On Semantic Markup

Our front-end toolboxes are awesome these days, but why bend over backwards just to describe HTML?

16 minute read

The Backdrop

(In which the author is, once again, too hasty.)

Yesterday, I saw this tweet pass through my timeline:

Naturally, I was immediately curious about what Jonathan had written, and what the ALA article was about.

I headed off, read them both, and then after some coffee I hastily penned a “comment” that ended up being more like an article itself.

As usual though, I did a pretty poor job reflecting on the matter at hand, and thought I’d take some time to articulate my own position on CSS, semantics and the modular tools in use in so-called “modern” web development.

The Premises

In case you haven’t read them, _More Meaningful CSS_ is Jonathan’s response to Meaningful CSS: Style Like You Mean It, an ALA article by Tim Baxter from earlier this month.
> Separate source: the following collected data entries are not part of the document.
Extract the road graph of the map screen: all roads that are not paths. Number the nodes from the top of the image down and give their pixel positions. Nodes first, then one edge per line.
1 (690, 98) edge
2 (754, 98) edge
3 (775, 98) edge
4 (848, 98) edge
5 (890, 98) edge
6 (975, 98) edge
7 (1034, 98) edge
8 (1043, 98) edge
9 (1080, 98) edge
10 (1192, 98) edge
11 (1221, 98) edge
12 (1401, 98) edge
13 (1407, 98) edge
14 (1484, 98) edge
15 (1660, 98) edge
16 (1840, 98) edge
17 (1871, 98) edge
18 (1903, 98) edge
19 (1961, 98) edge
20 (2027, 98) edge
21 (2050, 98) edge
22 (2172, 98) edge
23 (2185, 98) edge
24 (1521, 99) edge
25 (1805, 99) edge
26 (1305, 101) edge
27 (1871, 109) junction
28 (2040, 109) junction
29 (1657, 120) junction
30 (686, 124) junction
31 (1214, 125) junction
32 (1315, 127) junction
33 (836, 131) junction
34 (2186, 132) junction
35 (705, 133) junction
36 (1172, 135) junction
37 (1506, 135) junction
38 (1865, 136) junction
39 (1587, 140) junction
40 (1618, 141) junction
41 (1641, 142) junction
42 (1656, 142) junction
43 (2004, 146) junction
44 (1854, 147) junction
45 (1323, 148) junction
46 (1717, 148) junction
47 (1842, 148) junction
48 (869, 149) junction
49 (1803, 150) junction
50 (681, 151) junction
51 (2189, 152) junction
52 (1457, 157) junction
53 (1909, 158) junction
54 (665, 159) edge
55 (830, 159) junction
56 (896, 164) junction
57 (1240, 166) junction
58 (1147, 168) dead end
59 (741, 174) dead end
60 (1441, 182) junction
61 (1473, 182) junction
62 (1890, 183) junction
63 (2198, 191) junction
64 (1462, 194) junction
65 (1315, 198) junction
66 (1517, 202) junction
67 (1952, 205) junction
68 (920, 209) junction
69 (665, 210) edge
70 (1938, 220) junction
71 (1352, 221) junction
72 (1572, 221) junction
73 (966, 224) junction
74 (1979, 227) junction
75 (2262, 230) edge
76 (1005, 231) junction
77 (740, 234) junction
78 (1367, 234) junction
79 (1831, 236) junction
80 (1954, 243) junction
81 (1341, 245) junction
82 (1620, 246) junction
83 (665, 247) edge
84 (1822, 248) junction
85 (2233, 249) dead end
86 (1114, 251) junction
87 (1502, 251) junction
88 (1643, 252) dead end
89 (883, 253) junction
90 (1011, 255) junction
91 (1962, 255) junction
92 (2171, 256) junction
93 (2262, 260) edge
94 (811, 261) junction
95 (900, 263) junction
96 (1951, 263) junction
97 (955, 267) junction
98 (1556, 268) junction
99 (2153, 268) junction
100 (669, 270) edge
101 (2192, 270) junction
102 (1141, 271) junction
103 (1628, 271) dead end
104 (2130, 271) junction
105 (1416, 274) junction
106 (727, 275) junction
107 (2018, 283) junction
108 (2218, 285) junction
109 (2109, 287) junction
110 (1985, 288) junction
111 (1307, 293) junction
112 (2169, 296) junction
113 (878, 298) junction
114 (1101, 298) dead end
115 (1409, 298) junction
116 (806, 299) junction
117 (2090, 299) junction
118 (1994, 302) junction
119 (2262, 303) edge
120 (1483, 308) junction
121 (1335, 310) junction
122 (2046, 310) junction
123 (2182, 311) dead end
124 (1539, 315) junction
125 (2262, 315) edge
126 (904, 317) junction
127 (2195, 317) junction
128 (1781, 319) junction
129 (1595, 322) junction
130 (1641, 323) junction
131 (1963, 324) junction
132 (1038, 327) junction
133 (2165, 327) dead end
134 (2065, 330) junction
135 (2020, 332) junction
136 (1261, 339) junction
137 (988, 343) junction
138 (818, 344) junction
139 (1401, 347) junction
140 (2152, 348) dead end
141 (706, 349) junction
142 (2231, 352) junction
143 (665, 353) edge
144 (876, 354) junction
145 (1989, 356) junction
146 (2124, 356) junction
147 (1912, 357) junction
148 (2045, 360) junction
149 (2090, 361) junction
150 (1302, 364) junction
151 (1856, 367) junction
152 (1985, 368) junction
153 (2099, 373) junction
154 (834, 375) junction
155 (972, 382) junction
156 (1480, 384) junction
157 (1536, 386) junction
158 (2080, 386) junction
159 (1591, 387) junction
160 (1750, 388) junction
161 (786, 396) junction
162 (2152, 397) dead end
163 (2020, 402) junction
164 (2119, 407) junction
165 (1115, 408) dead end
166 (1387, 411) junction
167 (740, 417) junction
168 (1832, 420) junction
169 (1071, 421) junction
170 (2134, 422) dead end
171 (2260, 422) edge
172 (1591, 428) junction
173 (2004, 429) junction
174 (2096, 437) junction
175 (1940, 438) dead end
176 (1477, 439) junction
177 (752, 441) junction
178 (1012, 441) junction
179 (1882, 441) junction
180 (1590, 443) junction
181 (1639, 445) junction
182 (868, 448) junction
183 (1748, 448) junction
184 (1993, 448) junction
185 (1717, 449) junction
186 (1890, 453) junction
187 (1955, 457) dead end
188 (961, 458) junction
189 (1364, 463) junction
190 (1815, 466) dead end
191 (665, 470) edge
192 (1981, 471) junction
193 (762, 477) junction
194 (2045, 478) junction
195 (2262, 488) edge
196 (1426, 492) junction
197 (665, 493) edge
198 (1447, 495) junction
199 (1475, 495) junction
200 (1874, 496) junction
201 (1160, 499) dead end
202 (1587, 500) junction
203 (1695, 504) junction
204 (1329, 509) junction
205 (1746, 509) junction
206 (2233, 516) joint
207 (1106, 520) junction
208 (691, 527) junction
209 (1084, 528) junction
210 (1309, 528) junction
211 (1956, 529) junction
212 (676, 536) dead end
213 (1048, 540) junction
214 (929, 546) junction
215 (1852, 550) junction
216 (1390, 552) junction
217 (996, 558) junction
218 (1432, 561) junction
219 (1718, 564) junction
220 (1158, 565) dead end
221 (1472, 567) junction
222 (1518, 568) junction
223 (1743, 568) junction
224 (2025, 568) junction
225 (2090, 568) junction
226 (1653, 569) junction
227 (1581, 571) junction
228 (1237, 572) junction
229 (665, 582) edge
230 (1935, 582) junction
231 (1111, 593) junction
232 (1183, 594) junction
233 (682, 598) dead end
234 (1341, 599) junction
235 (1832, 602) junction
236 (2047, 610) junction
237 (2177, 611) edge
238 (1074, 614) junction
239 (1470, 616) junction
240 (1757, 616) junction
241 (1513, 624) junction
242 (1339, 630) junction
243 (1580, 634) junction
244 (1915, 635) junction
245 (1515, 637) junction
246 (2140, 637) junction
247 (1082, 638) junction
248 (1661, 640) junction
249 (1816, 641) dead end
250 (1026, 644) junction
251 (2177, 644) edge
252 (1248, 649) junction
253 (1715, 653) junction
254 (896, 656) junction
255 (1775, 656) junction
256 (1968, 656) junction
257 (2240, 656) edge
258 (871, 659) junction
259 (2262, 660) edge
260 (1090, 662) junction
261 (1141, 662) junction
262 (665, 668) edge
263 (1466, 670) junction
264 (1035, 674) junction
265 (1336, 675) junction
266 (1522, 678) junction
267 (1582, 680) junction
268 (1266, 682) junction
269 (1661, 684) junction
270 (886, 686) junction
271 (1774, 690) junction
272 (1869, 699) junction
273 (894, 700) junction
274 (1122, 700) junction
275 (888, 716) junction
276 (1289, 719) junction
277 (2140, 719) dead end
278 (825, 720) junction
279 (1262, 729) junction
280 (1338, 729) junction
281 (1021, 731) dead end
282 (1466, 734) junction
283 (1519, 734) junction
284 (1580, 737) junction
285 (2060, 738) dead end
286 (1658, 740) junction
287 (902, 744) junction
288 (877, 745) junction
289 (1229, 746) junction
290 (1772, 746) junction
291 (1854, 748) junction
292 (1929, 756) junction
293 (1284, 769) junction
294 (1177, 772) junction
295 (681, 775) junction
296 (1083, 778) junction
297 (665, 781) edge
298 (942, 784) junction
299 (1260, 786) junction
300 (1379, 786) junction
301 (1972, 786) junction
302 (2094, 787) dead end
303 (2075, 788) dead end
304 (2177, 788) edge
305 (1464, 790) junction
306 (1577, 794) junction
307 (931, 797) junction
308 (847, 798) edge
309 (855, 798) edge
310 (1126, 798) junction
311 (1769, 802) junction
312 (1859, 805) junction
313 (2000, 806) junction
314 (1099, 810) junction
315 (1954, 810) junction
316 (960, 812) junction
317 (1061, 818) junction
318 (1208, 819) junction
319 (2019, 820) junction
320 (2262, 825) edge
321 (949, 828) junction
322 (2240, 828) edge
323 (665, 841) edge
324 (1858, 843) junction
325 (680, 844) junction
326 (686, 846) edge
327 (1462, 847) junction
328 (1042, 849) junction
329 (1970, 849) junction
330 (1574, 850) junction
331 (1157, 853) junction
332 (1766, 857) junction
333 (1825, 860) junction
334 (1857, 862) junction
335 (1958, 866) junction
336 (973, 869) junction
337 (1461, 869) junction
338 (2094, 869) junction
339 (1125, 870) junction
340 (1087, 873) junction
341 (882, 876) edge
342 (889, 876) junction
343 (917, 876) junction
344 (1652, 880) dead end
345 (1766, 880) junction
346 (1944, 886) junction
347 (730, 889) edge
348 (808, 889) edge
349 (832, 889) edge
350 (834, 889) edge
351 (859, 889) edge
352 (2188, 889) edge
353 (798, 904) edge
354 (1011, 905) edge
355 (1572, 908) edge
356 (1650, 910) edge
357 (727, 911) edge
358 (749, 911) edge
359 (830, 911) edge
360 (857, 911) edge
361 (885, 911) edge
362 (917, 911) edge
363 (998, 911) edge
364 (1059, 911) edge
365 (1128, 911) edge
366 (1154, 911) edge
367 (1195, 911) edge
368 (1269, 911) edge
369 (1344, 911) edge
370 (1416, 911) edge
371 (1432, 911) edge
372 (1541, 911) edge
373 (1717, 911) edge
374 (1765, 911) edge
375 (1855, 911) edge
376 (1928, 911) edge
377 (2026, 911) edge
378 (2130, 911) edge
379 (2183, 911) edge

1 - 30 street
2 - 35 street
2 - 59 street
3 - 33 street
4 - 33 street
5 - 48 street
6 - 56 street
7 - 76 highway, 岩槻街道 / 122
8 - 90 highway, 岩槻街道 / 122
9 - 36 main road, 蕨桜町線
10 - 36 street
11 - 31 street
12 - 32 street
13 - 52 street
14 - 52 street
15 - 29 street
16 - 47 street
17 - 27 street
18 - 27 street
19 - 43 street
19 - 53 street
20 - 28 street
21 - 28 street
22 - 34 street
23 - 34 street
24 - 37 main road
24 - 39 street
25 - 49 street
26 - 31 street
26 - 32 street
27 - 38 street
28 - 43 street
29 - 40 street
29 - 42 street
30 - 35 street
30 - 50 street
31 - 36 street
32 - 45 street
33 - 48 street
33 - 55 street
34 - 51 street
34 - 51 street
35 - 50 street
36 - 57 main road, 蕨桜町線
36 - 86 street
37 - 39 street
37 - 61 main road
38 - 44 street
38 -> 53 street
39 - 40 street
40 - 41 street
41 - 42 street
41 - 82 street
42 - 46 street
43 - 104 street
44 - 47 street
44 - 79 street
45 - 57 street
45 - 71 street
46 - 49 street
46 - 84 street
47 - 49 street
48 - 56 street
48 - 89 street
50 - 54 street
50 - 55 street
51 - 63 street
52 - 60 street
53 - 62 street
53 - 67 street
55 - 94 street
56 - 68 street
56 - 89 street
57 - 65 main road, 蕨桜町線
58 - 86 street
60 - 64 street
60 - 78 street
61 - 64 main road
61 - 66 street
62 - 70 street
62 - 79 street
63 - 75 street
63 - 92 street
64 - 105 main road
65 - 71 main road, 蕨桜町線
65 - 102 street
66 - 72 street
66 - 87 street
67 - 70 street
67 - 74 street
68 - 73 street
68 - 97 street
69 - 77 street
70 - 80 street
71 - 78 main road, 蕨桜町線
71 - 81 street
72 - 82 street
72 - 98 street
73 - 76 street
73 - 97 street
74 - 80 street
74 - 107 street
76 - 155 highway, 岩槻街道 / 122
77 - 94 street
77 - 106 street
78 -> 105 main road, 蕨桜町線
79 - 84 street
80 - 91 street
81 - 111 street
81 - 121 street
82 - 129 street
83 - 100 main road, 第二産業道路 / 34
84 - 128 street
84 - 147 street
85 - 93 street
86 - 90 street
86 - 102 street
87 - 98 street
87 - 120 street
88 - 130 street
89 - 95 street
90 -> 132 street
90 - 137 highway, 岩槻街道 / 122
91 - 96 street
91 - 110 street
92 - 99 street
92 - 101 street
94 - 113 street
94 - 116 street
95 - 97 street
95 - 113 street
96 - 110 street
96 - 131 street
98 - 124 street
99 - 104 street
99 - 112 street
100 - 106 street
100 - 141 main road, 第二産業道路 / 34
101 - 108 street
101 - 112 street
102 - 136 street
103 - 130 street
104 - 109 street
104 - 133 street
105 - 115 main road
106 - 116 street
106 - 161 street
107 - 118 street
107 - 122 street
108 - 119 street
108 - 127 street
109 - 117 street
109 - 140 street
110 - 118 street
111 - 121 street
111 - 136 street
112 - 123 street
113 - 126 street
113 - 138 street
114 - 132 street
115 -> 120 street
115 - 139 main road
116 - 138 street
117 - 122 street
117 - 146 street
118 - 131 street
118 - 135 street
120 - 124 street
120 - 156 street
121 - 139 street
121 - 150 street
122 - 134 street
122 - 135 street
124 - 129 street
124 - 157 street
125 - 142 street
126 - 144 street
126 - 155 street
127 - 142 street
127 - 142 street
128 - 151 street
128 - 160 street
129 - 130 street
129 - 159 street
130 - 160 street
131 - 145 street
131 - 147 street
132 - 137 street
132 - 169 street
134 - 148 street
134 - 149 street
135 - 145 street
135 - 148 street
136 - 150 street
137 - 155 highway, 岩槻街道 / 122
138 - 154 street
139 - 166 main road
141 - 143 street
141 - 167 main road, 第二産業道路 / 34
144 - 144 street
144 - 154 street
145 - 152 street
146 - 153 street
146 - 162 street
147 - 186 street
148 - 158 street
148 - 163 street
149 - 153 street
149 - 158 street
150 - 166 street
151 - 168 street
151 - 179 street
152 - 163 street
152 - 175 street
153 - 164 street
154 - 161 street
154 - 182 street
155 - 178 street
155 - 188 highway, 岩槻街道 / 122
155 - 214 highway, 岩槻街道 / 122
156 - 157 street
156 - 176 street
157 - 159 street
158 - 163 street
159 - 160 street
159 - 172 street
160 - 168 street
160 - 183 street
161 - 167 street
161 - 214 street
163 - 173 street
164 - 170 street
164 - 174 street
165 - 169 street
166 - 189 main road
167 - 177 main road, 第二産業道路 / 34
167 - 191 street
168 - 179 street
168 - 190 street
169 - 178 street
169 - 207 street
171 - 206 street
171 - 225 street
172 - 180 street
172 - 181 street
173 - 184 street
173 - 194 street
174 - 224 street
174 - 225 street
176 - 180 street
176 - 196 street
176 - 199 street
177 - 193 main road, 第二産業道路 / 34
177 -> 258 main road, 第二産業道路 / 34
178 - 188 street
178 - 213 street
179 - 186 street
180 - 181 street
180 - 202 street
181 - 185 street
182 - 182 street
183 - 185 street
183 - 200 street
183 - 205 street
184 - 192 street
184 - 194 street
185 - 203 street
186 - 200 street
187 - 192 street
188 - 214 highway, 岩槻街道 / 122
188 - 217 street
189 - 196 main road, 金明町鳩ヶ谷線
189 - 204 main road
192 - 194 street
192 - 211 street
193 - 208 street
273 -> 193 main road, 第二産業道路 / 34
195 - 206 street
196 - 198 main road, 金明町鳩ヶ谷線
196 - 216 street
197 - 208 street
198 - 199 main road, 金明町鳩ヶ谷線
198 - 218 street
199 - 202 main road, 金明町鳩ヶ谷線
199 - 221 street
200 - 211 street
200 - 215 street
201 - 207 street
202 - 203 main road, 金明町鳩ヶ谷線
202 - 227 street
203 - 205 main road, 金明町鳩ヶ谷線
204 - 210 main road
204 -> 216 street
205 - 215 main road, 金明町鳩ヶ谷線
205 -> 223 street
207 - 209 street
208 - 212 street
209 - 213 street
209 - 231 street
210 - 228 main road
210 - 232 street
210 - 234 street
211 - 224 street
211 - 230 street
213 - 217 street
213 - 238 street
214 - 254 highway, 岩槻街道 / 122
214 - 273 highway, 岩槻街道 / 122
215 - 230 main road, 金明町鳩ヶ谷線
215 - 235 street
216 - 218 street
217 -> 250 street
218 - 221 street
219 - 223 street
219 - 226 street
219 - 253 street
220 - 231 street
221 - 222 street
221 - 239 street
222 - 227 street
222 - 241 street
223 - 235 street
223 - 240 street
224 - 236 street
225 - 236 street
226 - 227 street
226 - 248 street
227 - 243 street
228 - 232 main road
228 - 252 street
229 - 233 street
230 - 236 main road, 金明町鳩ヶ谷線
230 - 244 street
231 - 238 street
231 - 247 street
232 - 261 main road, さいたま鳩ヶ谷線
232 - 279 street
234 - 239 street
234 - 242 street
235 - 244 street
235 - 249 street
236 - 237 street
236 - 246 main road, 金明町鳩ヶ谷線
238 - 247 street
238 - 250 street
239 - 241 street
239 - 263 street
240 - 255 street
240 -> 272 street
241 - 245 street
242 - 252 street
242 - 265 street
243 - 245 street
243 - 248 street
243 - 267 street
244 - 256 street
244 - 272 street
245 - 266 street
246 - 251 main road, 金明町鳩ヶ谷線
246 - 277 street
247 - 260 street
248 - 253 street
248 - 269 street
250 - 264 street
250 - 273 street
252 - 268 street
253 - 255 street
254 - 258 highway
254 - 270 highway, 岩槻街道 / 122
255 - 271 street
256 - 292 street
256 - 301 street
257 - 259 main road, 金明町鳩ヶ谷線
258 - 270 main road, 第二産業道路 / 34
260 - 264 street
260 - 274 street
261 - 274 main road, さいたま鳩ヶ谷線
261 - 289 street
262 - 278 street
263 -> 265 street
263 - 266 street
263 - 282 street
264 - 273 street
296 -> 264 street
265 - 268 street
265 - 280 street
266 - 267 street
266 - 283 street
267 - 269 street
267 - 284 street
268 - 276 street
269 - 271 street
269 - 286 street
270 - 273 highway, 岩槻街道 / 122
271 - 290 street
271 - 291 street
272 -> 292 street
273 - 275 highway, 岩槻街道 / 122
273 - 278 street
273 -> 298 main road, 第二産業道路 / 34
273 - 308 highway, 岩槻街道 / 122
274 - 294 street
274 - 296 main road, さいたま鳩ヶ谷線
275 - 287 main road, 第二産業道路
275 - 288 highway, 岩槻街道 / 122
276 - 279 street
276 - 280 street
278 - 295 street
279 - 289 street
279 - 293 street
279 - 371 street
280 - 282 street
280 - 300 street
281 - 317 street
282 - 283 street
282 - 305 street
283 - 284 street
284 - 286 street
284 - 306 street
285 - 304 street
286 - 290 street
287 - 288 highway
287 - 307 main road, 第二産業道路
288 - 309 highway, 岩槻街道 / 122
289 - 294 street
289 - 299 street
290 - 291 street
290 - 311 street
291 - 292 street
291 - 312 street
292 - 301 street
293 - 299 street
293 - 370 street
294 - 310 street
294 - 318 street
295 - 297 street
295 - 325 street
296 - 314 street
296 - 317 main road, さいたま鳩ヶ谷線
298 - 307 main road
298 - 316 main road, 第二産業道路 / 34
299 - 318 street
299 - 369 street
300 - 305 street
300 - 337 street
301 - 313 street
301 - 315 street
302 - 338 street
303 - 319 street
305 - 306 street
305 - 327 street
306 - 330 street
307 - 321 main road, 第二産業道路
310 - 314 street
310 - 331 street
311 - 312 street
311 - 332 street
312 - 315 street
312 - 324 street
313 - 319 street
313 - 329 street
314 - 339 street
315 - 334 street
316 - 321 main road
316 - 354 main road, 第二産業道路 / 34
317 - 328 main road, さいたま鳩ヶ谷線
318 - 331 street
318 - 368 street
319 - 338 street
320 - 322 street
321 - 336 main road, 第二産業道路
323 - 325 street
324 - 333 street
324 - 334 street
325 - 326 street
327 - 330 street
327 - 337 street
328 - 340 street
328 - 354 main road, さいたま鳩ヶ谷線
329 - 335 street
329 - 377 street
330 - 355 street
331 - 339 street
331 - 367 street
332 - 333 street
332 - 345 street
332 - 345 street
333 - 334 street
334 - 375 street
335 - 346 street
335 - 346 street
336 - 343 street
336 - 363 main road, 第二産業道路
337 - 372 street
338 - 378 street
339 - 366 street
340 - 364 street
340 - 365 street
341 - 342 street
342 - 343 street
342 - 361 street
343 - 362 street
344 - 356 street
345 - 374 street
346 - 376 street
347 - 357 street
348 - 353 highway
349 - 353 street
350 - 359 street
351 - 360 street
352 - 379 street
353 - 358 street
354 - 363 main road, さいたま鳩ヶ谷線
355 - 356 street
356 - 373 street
I suggest giving both a read before continuing here, but if I were to briefly summarize each post …

Tim’s post asserts that semantic elements in HTML5, and other tools like ARIA should enable us to write semantic CSS, not get lost in a soup of meaningless classnames. In his own words:

Why reinvent the semantic meanings already defined in the spec in our own classes? Why duplicate them, or muddy them?

Jonathan’s post acknowledges that there are times when rigid systems break down in practical usage, when using a class-based, modular approach is more effective than adherence to dogma for adherence’s sake. He writes:

This is where class-based CSS systems like SMACSS excel. You can give something meaning with a name—a name that you and your team can decide together what it means.

In the end, I think Both Tim and Jonathan are right.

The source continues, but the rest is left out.